While an hour of standing in a queue for a charger doesn't sound all that bad, there was some confusion who got their first and whose place in line is next on which stall, especially when people tried to jump the queue because of the increase in their range anxiety. The Supercharger wait times were also in stark contrast to the little to no waiting time the drivers experienced at the same stalls in regular conditions.
While recent winter weather battery range drop tests pegged the Model S and Model 3 winners, and other such tryouts confirmed that Teslas are one of the most energy-efficient EVs one can have in cold climates, their battery consumption rate can still jump by 72% when cold, and these were tests done nowhere near the -40 degrees weather here.
The other reason for the huge lines that formed in front of Tesla's Superchargers was the lack of V3 stations that can deliver up to 250kW of power for faster charging to 80%. The 12-stall Brossard Supercharger place, for instance, could only deliver 75kW per unit when all of them were occupied, since the V2 stations there that in theory deliver up to 150kW of power, were installed with the sharing feature. This means they actually have to split power with the next stall when all Superchargers are busy, which leads to slower charging rate even when the drivers had their battery preconditioned for charging before they got to the stall.
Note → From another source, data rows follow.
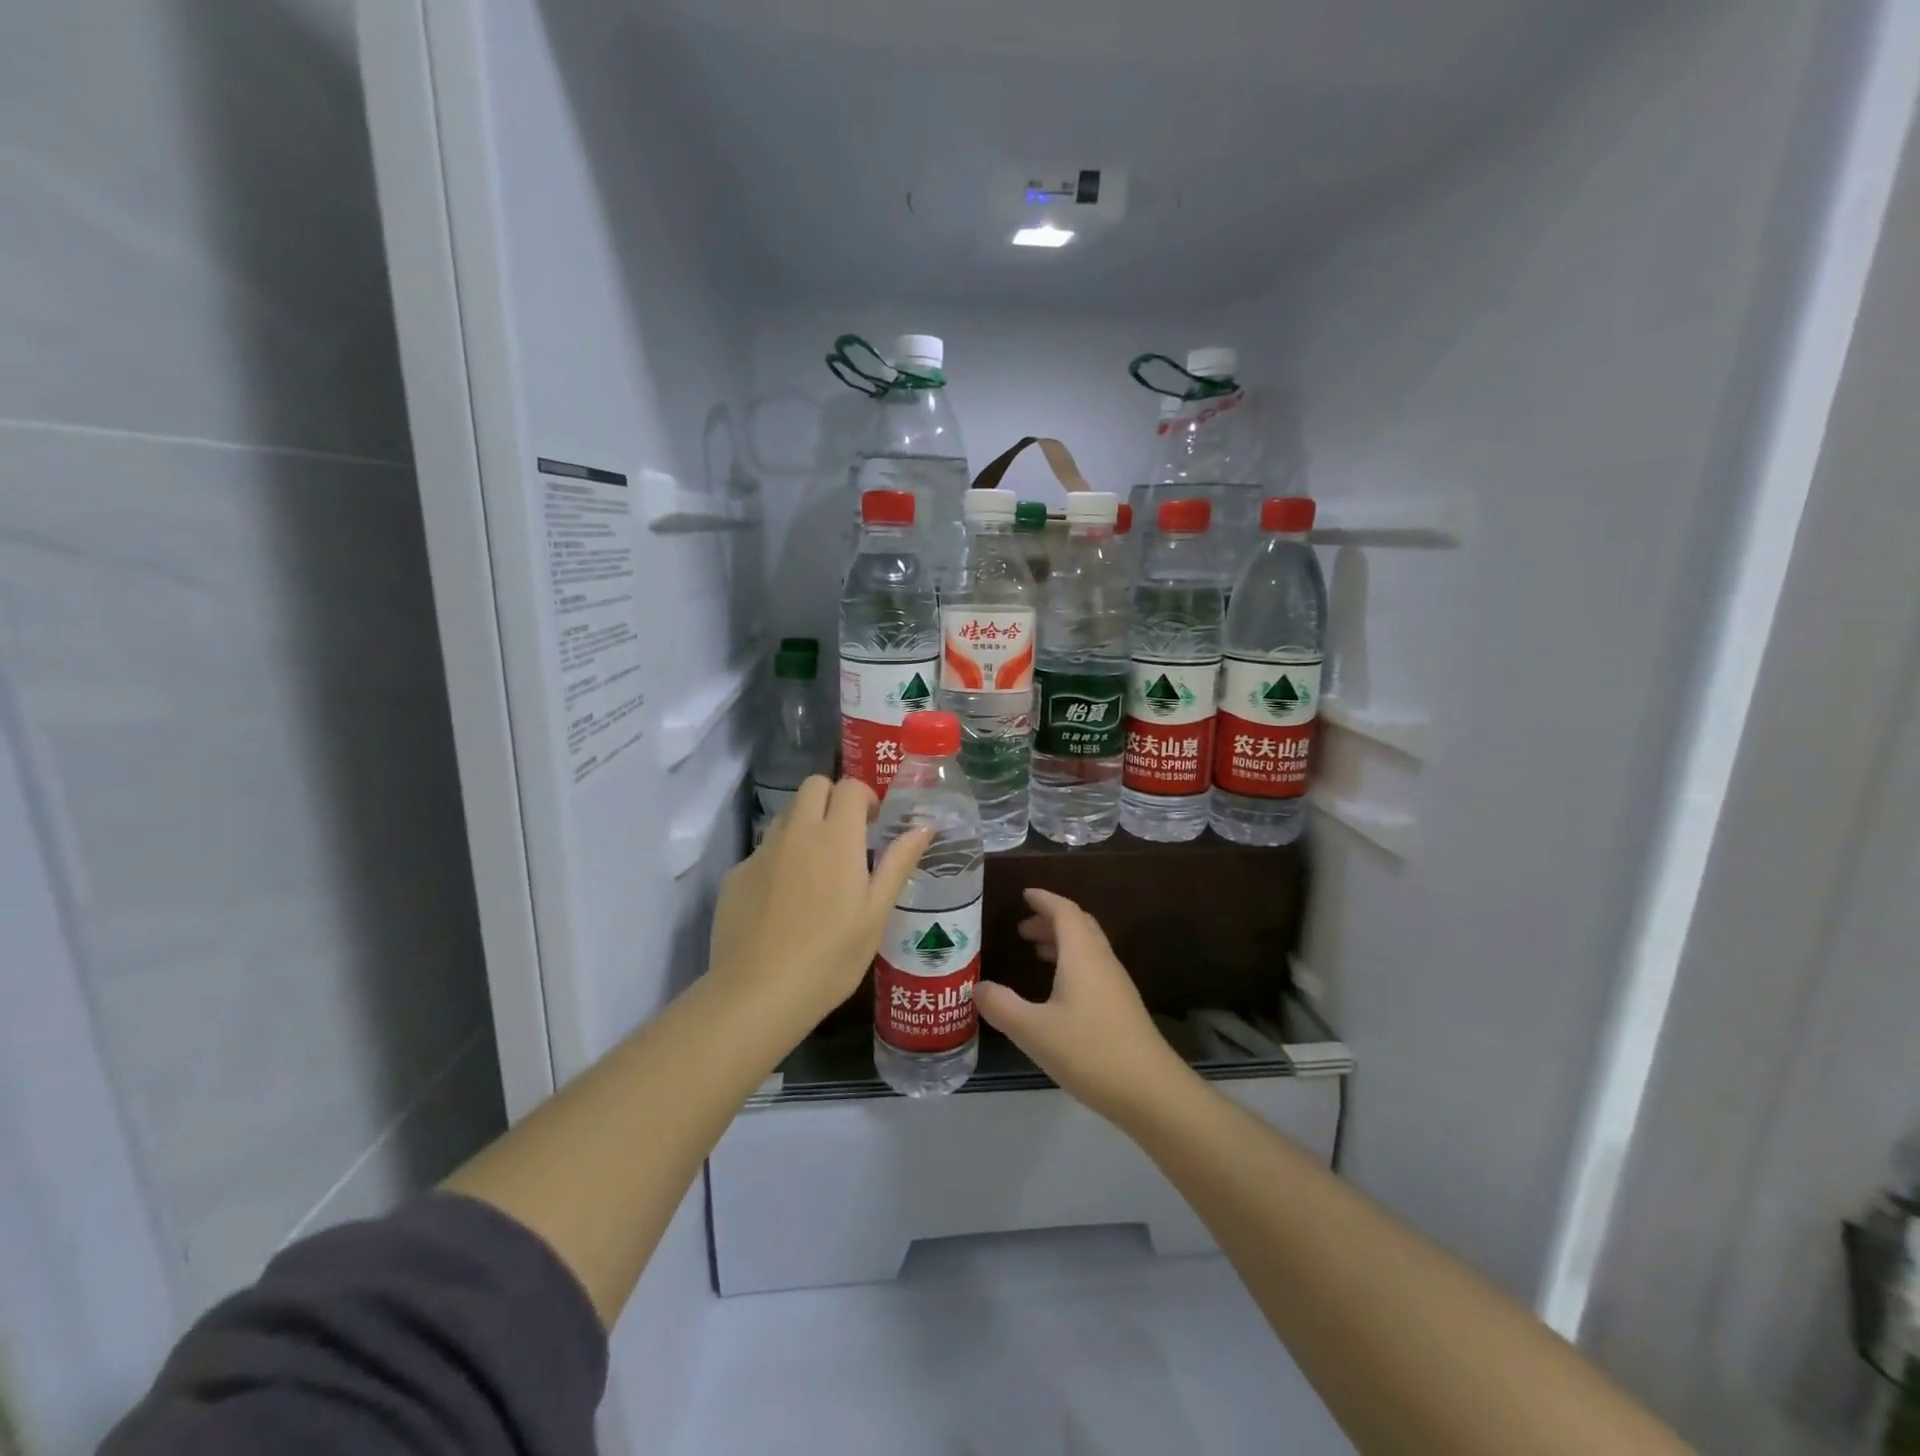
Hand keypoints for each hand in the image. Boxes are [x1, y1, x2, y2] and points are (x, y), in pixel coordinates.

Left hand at [708, 776, 929, 1032]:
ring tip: (815, 870)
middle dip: (832, 798)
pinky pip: (763, 851)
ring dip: (805, 826)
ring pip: (786, 816)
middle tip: (846, 836)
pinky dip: (778, 860)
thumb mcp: (876, 914)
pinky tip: (783, 903)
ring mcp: (762, 852)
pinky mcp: (736, 875)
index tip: (873, 823)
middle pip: (812, 786)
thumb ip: (898, 863)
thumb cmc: (831, 957)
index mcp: (837, 838)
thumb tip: (925, 826)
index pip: (849, 787)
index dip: (864, 797)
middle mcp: (797, 833)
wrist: (758, 994)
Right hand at [974, 889, 1192, 1123]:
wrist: (1150, 1091)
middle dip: (1050, 920)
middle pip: (1078, 925)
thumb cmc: (1089, 1051)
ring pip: (1087, 947)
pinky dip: (1071, 963)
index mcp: (1082, 954)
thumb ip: (1001, 1006)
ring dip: (1061, 942)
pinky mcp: (1122, 1006)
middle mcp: (1102, 960)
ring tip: (1034, 952)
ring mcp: (1116, 983)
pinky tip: (1057, 991)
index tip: (1024, 894)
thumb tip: (978, 987)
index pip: (1064, 911)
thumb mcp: (1034, 1030)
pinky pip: (1093, 967)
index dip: (1044, 899)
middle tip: (1022, 930)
Recently, Tesla open-sourced its EV ports and connectors for all automakers and infrastructure manufacturers to use, calling it the North American Charging Standard (NACS). The NACS connectors can deliver up to 1MW of energy on the V4 stalls that Tesla will be installing for vehicles like the Cybertruck.
For now, however, Arctic blasts like the one in the last few days can cause charging bottlenecks not only because of the drastic range decrease, but also because a lot of Supercharger stations are still equipped with less powerful or kW-sharing stalls that are proving to be less than adequate in extreme weather scenarios.